↓↓↓

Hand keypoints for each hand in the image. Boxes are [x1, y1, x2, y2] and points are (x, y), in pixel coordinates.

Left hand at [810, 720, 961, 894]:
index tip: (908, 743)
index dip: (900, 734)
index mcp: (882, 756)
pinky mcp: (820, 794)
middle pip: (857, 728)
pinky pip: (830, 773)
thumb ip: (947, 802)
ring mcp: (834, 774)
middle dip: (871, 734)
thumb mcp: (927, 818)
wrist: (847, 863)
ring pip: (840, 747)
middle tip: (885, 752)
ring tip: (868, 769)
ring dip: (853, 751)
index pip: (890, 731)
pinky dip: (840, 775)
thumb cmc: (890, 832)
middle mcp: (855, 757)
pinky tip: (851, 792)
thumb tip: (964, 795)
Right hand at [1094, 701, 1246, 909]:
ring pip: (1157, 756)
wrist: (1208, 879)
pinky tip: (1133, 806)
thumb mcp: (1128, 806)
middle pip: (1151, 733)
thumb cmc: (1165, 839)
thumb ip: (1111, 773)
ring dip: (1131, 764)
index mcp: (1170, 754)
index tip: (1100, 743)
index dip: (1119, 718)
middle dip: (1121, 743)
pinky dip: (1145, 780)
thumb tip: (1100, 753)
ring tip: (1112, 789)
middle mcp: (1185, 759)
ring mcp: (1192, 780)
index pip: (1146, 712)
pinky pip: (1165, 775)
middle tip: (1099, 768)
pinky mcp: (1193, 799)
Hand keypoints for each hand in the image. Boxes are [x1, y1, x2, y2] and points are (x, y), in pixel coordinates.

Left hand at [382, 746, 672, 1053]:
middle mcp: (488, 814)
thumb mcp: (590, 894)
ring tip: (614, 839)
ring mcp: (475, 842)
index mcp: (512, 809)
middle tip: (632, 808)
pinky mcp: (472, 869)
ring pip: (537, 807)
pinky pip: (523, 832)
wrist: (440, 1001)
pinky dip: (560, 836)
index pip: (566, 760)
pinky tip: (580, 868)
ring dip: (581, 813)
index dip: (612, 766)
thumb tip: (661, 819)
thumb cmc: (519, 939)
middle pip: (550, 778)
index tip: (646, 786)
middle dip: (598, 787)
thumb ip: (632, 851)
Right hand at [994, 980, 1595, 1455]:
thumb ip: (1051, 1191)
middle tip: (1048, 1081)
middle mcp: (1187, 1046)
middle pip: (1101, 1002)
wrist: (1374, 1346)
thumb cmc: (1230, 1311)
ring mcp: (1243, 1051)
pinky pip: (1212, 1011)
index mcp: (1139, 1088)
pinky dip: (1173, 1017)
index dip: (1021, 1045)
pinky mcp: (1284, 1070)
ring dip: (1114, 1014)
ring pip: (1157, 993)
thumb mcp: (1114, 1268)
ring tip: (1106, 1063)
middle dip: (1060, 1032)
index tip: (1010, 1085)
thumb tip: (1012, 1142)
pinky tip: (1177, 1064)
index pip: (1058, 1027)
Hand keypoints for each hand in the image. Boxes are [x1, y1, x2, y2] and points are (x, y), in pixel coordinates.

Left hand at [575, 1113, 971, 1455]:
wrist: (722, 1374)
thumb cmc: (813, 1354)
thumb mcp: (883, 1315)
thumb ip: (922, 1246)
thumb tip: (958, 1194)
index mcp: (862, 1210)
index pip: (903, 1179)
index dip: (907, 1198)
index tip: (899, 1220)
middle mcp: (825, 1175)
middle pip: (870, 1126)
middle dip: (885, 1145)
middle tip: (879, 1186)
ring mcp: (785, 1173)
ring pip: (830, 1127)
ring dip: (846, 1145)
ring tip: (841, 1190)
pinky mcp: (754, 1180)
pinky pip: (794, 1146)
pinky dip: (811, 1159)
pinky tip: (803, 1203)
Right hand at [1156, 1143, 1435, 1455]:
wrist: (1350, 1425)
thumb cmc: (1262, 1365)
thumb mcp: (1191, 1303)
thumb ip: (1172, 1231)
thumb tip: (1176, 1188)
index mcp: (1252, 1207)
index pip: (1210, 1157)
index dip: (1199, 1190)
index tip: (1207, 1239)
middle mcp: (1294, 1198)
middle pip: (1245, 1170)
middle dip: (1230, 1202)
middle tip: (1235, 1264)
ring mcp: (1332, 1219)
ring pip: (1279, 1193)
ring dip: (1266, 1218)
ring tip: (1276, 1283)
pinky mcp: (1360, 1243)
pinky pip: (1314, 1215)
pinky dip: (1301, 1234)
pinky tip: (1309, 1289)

↑↑↑

Assignment |
Copy out, from the material above, each line in which the string "Left" is found.

Solution for this exercise |
Left hand at [810, 720, 961, 894]:
Left hand at [382, 746, 672, 1053]:
Left hand at [575, 1113, 971, 1455]:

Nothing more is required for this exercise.